From Crocodile Hunter to Zoo Intern
Published on February 1, 2018, at 1:13 p.m.
by Cara Bolt.
When I was little, I dreamed of being the Crocodile Hunter. Every day at 4 p.m. (yes, I still remember the time it came on), I would be parked in front of a television for an hour of entertainment and thrills. My dreams came crashing down to Earth, and reality hit when I realized I was terrified at the sight of spiders and bugs.
I made my dream come true by applying for a summer internship with the Montgomery Zoo. Thanks to this experience, I gained insights about myself.
Here’s what I learned:
Volunteer and volunteer
My internship was unpaid, so I decided to make the most of it. I promised myself I would do anything they asked or needed.

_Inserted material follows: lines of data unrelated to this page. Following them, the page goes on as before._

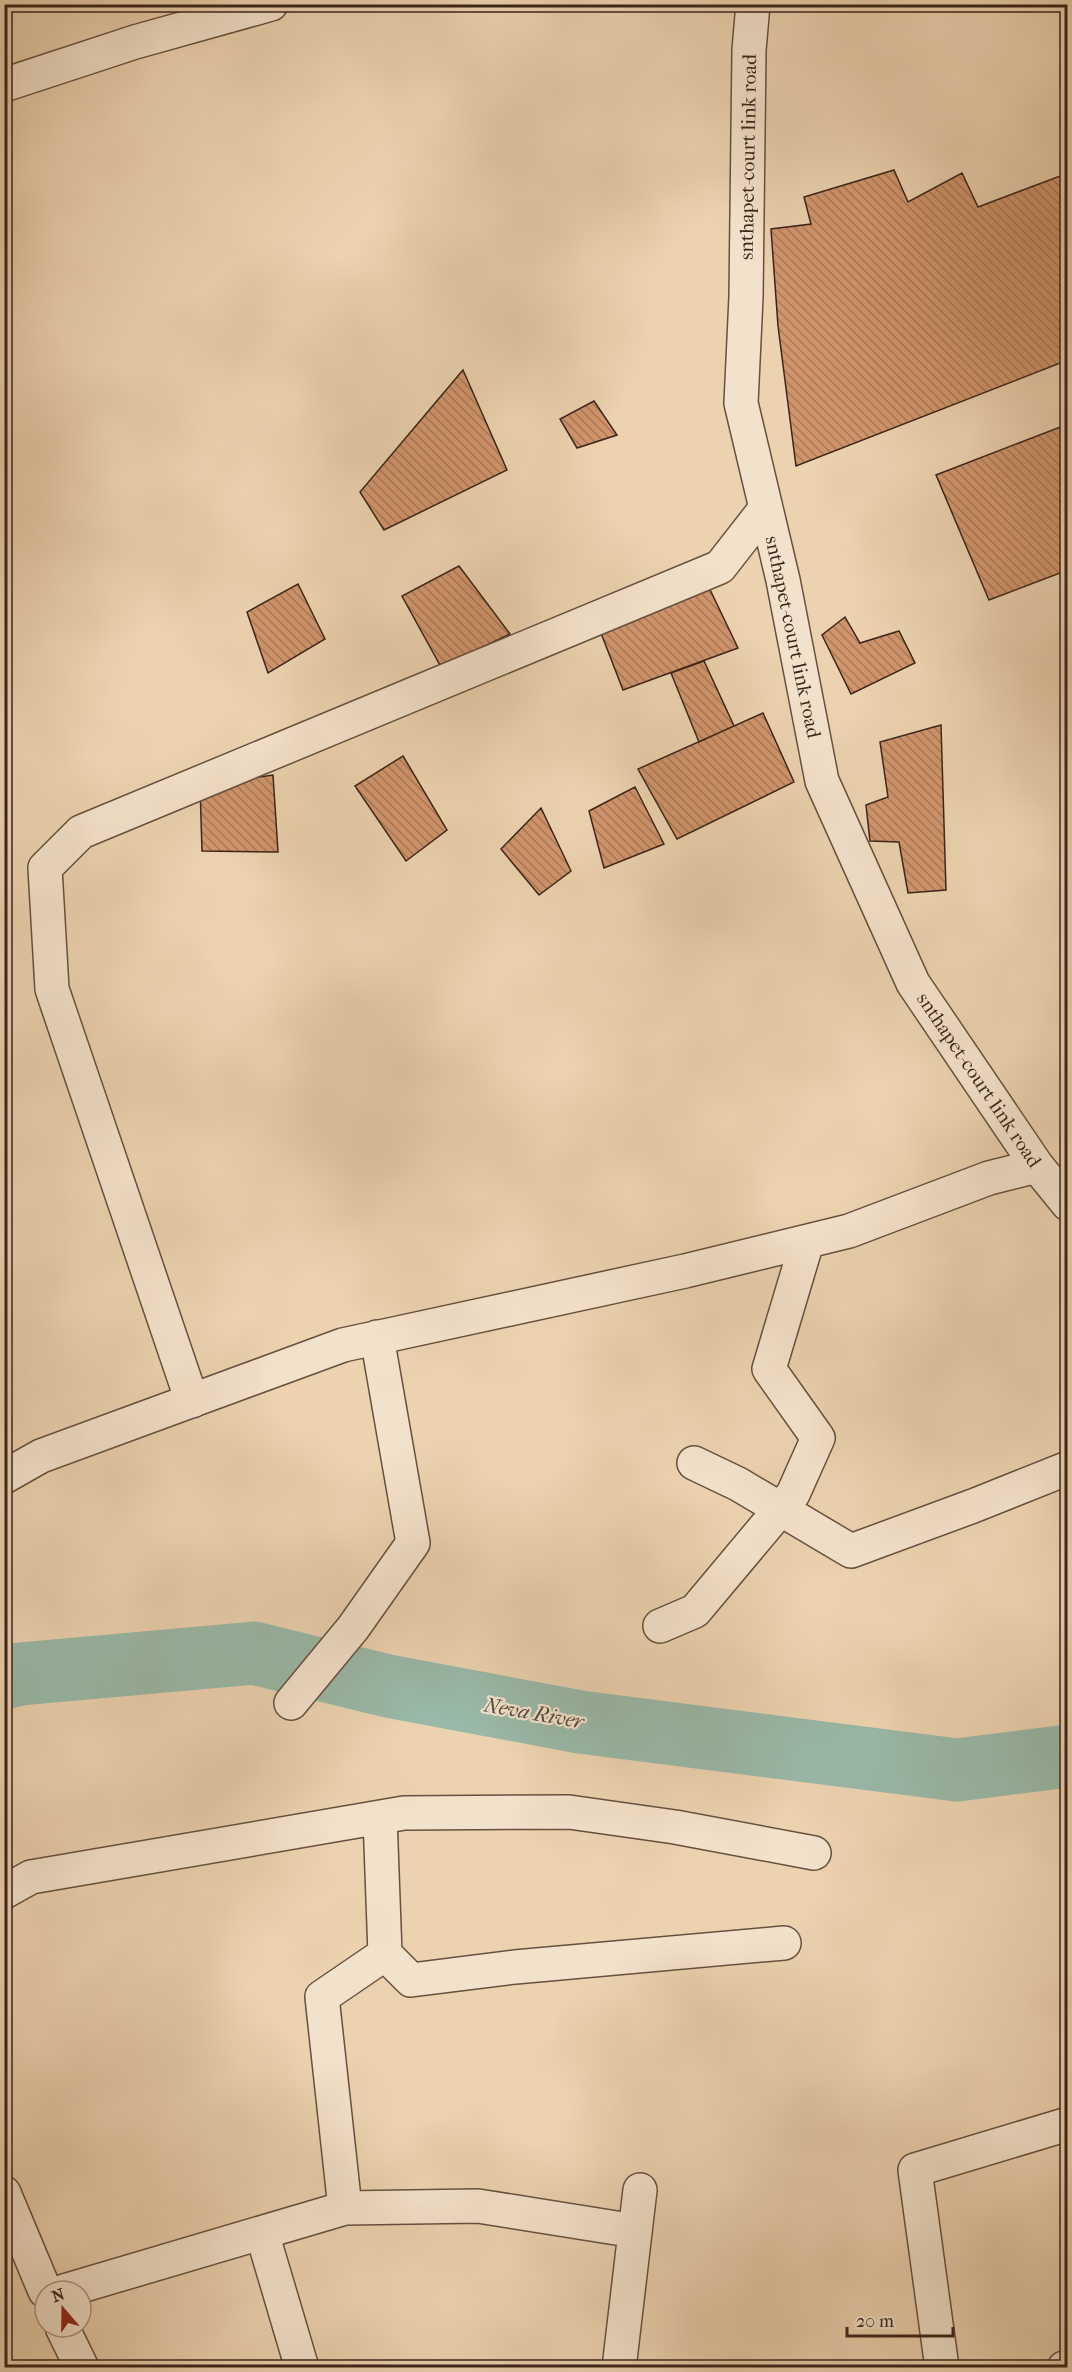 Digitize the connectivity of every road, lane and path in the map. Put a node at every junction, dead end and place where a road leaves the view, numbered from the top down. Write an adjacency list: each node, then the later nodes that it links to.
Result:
1 (272, 4): 3 (street)
2 (753, 4): 4 (street, snthapet-court link road)
3 (4, 85)
4 (766, 508): 5 (street, snthapet-court link road); 9 (street)
5 (1037, 1166): 6 (street, snthapet-court link road); 7 (street)
6 (1068, 1204)
7 (807, 1242): 8 (street); 13 (street)
8 (377, 1337): 9 (street); 15 (street)
9 (192, 1401): 11 (street)
10 (694, 1463): 13 (street)
11 (7, 1468)
12 (1068, 1468): 13 (street)
13 (781, 1509): 14 (street)
14 (660, 1626)
15 (291, 1703)
16 (380, 1817): 17 (street); 18 (street); 20 (street)
17 (814, 1853)
18 (4, 1892)
19 (784, 1943): 20 (street)
20 (385, 1954): 24 (street)
21 (1068, 2124): 33 (street)
22 (640, 2190): 25 (street)
23 (4, 2193): 27 (street)
24 (345, 2208): 25 (street); 26 (street)
25 (635, 2231): 32 (street)
26 (262, 2233): 28 (street); 31 (street)
27 (40, 2279)
28 (93, 2283)
29 (68, 2339): 30 (street)
30 (82, 2367)
31 (302, 2367)
32 (619, 2367)
33 (942, 2367)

There were many instances when I would have to go supervise the giraffe encounter. This involved collecting people’s money in exchange for a cup of grass and hay (which was great for my allergies) to feed the giraffes. I will admit that when it was slow, as it could be during the heat of the day, I would go out and feed the giraffes myself. Despite being a sneezy mess by the end of my shift, I loved it.
I also volunteered to work events, which meant sometimes giving up my Saturday and taking photos in over 100-degree weather. I shot some great pictures and got to interact with many guests. All I had to remember to do was to hydrate in advance. My favorite activity was painting children’s faces (sorry kids). I learned how to adapt when the butterfly I was drawing wasn’t going to be a butterfly but more of caterpillar with some weird splotches.
Enjoy the little things
As I mentioned before, one of my jobs was photographing animals for updates to the website. This responsibility afforded me the opportunity to walk around the zoo and enjoy many beautiful summer mornings. I can’t tell you how many times I crouched down to get a great shot of a tiger or lion. One of the most memorable experiences was when the elephants decided to immerse themselves in the water, and I was able to get several shots of them playing and cooling off. I was jealous the entire time.
The ability to walk around the grounds was great whenever I was stuck creatively on a project. The walks cleared my head, and I gained fresh insights that allowed me to solve the problem.
Hindsight is 20/20, and the one thing I wish I could go back to change is finding my voice a lot sooner. Every Wednesday, I would be pulled into a meeting with the marketing director, the public relations director and the assistant zoo director. It took some time to get into the groove of things, but I wish I had spoken up sooner in those meetings. No idea is a bad idea, and with such a creative job, you can get really imaginative.
Sometimes the unconventional internships lead to the best experiences.